Please look for the string "Linhares" below and report every line in which it occurs.

(Stored data entries)
-----
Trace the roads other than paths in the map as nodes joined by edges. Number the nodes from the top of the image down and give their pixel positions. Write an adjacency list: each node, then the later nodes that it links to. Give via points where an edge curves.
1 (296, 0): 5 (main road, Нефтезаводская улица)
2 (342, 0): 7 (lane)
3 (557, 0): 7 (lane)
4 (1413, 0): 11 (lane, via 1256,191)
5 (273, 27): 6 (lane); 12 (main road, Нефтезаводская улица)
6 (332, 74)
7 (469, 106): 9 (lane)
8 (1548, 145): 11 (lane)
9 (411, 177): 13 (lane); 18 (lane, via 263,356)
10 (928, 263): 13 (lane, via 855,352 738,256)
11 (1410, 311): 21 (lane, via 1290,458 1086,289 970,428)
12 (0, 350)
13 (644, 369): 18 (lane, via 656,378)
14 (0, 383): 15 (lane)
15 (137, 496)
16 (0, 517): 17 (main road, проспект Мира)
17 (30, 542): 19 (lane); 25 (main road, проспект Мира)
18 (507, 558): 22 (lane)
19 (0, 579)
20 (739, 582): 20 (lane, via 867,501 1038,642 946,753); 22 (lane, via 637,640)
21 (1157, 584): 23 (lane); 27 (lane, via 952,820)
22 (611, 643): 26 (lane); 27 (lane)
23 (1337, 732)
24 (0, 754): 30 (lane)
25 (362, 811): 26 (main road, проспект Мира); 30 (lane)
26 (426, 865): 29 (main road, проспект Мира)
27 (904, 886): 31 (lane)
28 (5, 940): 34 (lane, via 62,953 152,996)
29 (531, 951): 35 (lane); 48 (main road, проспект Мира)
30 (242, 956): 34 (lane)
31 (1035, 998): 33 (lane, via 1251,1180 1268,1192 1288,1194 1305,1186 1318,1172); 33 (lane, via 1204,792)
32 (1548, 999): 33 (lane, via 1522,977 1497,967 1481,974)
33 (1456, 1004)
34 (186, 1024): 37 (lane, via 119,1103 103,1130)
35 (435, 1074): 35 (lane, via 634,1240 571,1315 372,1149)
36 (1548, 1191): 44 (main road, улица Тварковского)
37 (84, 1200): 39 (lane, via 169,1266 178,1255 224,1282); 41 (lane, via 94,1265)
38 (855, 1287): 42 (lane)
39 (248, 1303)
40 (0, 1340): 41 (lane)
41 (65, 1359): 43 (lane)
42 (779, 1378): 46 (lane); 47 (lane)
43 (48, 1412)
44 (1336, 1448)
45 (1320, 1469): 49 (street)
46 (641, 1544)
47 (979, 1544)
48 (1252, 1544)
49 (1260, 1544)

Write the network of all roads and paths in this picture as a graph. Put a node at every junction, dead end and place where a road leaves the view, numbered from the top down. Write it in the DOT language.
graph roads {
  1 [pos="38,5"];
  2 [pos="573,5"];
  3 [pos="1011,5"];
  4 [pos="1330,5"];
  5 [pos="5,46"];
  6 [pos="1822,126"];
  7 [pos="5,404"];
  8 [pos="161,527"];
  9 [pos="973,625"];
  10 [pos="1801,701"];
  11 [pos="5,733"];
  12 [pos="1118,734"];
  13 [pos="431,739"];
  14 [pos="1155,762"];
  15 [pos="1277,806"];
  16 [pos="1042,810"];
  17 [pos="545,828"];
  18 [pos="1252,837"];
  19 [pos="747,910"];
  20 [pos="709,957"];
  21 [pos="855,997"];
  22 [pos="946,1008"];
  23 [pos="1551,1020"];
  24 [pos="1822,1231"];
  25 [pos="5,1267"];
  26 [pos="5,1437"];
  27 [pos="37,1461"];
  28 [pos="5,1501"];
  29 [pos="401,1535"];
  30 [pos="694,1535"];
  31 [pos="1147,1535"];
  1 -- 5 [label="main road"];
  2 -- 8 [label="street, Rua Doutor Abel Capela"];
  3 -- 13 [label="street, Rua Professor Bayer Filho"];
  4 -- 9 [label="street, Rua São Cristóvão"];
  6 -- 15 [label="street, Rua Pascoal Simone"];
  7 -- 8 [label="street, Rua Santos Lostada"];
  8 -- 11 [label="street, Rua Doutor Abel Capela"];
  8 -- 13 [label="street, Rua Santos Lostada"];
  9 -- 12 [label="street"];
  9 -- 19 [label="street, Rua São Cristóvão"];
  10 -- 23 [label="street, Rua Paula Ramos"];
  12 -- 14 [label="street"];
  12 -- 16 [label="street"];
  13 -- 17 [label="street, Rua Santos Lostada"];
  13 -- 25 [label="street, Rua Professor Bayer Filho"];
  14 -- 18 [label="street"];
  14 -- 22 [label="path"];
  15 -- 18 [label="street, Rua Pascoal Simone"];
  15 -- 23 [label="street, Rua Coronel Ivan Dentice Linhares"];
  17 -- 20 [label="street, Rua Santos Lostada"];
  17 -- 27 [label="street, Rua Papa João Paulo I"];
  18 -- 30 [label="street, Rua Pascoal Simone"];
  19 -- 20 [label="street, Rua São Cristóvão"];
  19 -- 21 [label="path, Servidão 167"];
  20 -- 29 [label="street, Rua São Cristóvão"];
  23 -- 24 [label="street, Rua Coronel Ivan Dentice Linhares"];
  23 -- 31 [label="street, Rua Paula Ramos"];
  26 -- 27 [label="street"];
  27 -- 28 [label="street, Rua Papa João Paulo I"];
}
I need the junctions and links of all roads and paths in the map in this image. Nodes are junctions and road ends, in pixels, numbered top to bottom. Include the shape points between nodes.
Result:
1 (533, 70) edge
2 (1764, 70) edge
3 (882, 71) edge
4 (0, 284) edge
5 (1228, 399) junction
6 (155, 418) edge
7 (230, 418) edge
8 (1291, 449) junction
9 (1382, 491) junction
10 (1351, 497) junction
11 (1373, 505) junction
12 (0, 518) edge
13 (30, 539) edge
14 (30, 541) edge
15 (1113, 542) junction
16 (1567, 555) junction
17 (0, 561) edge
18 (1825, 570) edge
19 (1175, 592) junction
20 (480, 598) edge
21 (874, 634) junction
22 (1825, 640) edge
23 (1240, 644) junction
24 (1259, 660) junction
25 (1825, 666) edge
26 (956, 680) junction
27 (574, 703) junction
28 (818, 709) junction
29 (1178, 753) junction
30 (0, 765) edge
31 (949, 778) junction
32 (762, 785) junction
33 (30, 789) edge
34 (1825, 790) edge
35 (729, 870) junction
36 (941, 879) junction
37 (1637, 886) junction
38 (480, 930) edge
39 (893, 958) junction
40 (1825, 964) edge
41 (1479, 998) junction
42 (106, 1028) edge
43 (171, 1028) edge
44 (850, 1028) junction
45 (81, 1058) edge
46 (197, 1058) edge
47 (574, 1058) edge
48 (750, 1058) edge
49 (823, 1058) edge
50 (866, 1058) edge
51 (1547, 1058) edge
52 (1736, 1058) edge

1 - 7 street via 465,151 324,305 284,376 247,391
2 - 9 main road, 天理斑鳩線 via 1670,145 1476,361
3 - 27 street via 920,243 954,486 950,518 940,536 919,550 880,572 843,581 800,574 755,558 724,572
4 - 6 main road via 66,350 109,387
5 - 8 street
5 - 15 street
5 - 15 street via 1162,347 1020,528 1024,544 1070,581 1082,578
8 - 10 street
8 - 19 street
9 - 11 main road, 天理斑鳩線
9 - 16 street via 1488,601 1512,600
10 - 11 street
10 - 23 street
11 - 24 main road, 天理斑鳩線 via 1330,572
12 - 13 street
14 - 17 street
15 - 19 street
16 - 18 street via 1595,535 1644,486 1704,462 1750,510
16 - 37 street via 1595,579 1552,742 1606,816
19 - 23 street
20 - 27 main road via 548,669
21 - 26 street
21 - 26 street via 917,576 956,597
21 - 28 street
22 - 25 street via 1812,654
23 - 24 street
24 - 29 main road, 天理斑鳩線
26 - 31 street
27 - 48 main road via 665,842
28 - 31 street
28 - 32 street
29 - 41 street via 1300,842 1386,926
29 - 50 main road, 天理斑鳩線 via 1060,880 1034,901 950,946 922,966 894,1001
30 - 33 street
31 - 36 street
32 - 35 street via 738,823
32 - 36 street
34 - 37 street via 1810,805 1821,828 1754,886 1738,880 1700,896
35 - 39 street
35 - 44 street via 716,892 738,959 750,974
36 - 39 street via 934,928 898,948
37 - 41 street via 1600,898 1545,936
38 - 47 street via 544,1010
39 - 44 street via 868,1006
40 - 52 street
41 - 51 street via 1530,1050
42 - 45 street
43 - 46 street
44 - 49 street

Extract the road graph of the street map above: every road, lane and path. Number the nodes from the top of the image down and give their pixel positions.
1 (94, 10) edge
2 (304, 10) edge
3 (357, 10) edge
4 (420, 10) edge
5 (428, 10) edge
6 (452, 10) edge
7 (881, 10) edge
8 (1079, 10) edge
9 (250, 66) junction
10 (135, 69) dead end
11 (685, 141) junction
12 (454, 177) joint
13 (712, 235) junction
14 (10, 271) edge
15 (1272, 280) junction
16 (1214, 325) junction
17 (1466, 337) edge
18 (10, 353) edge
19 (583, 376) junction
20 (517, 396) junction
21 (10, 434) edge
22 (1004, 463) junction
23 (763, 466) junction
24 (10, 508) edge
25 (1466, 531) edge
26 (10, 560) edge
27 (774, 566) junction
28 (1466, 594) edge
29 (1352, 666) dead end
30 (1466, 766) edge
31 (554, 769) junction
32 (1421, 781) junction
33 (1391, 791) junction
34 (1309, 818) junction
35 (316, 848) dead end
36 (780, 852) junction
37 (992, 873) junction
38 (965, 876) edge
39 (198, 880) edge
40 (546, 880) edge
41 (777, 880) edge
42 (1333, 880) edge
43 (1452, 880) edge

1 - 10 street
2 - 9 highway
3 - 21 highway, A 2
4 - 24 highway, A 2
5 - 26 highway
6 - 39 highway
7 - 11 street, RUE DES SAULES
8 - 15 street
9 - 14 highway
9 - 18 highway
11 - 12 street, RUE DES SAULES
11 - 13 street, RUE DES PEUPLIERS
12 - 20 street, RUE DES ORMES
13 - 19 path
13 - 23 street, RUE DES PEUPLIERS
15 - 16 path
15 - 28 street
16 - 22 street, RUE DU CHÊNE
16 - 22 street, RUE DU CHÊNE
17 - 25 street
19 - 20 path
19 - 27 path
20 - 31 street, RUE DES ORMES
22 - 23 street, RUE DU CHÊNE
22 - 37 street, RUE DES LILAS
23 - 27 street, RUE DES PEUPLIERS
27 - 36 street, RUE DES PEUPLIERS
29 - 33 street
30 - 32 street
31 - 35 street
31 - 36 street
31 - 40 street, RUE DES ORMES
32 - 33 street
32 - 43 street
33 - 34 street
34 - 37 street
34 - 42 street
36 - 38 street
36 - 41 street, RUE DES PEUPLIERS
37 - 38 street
-----
Result of the exercise:
  15 -- 23 [label="street, Rua Coronel Ivan Dentice Linhares"];
  23 -- 24 [label="street, Rua Coronel Ivan Dentice Linhares"];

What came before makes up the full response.